Most small vans have a GVW of 3,500kg because that’s the limit for a standard UK driving licence. Diesel vans typically weigh 1,800kg to 2,100kg unladen, leaving you with 1,400kg to 1,700kg of payload. Electric vans? The battery alone weighs between 300kg and 600kg depending on capacity, which immediately eats into what you can carry.

Real World Comparisons

Take the Ford E-Transit Custom, one of the most popular electric vans on UK roads. The diesel Transit Custom offers around 1,130kg of payload in standard form. The electric version? You’re looking at roughly 850kg to 950kg depending on which battery size you choose. That’s a 200kg to 300kg difference, equivalent to losing the capacity for about four fully grown passengers or 40 bags of cement.

The Vauxhall Vivaro Electric manages slightly better, keeping payload around 1,000kg to 1,050kg, whilst its diesel equivalent carries about 1,200kg. The Renault Kangoo E-Tech, being smaller, offers around 600kg payload compared to 800kg for the diesel version.

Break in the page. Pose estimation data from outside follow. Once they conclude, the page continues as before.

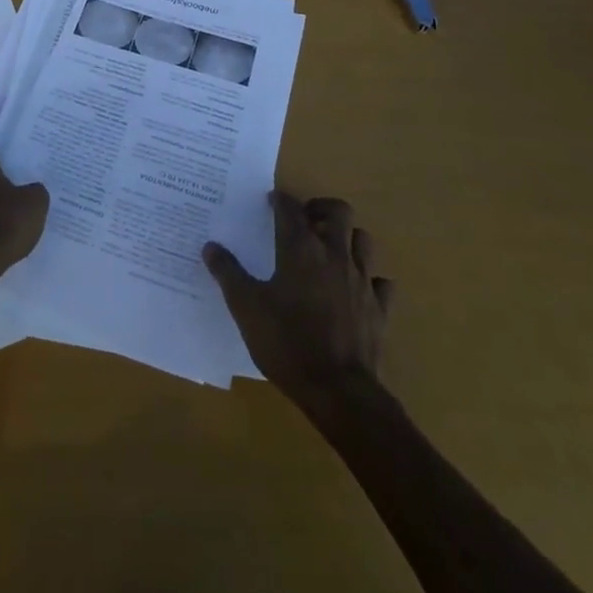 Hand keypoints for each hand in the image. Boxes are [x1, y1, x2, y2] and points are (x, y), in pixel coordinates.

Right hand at [203, 190, 393, 405]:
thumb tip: (210, 246)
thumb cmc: (287, 343)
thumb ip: (228, 273)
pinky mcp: (379, 308)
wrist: (339, 391)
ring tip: (331, 248)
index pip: (291, 209)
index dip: (280, 200)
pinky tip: (357, 288)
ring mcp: (362, 281)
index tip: (271, 201)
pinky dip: (370, 279)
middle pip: (339, 211)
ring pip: (363, 240)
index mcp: (301, 249)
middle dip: (322, 208)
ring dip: (348, 237)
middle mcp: (335, 255)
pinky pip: (381, 283)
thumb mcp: (246, 308)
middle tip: (305, 220) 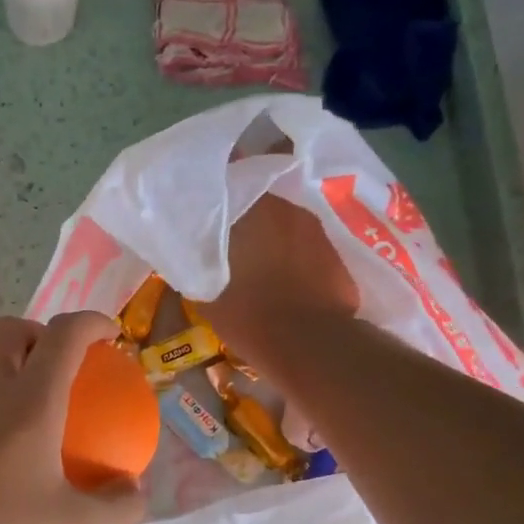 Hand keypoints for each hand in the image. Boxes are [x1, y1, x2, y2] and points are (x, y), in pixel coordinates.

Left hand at [0, 311, 145, 523]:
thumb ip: (116, 507)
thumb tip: (136, 491)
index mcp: (28, 399)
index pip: (62, 335)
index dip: (91, 323)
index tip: (110, 334)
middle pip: (9, 330)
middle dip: (40, 331)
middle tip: (64, 365)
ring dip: (8, 363)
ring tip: (34, 404)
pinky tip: (1, 450)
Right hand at [200, 194, 359, 365]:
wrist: (310, 342)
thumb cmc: (249, 315)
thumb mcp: (205, 293)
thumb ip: (197, 264)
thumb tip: (190, 254)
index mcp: (249, 209)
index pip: (228, 181)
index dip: (215, 191)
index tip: (202, 203)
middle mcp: (284, 207)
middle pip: (257, 199)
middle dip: (242, 213)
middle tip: (226, 234)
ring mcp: (313, 228)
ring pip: (281, 220)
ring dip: (268, 233)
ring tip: (254, 257)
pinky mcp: (334, 250)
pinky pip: (302, 242)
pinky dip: (290, 252)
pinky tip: (281, 274)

The Maxus eDeliver 3, which doesn’t have a direct diesel equivalent to compare against, actually does rather well at around 1,000kg payload despite being electric from the ground up. When you design for electric from the start rather than converting a diesel platform, you can claw back some of that battery weight through clever engineering.

Which Vans Lose the Least?

The Mercedes eSprinter stands out here, offering up to 1,045kg payload in some configurations. Mercedes achieved this partly by offering smaller battery options (you can get 56kWh or 81kWh) and partly through weight optimisation across the vehicle. If you don’t need 200 miles of range, the smaller battery gives you more carrying capacity.

The Peugeot e-Partner and Citroën e-Berlingo (they’re mechanical twins) manage to keep around 750kg to 800kg payload, which isn’t terrible for a compact van, though still 100kg to 150kg down on diesel.

At the other end, some early electric van conversions were frankly terrible, losing 400kg or more of payload. If you’re buying used, check the exact payload figure on the V5C document, not just the manufacturer’s claims.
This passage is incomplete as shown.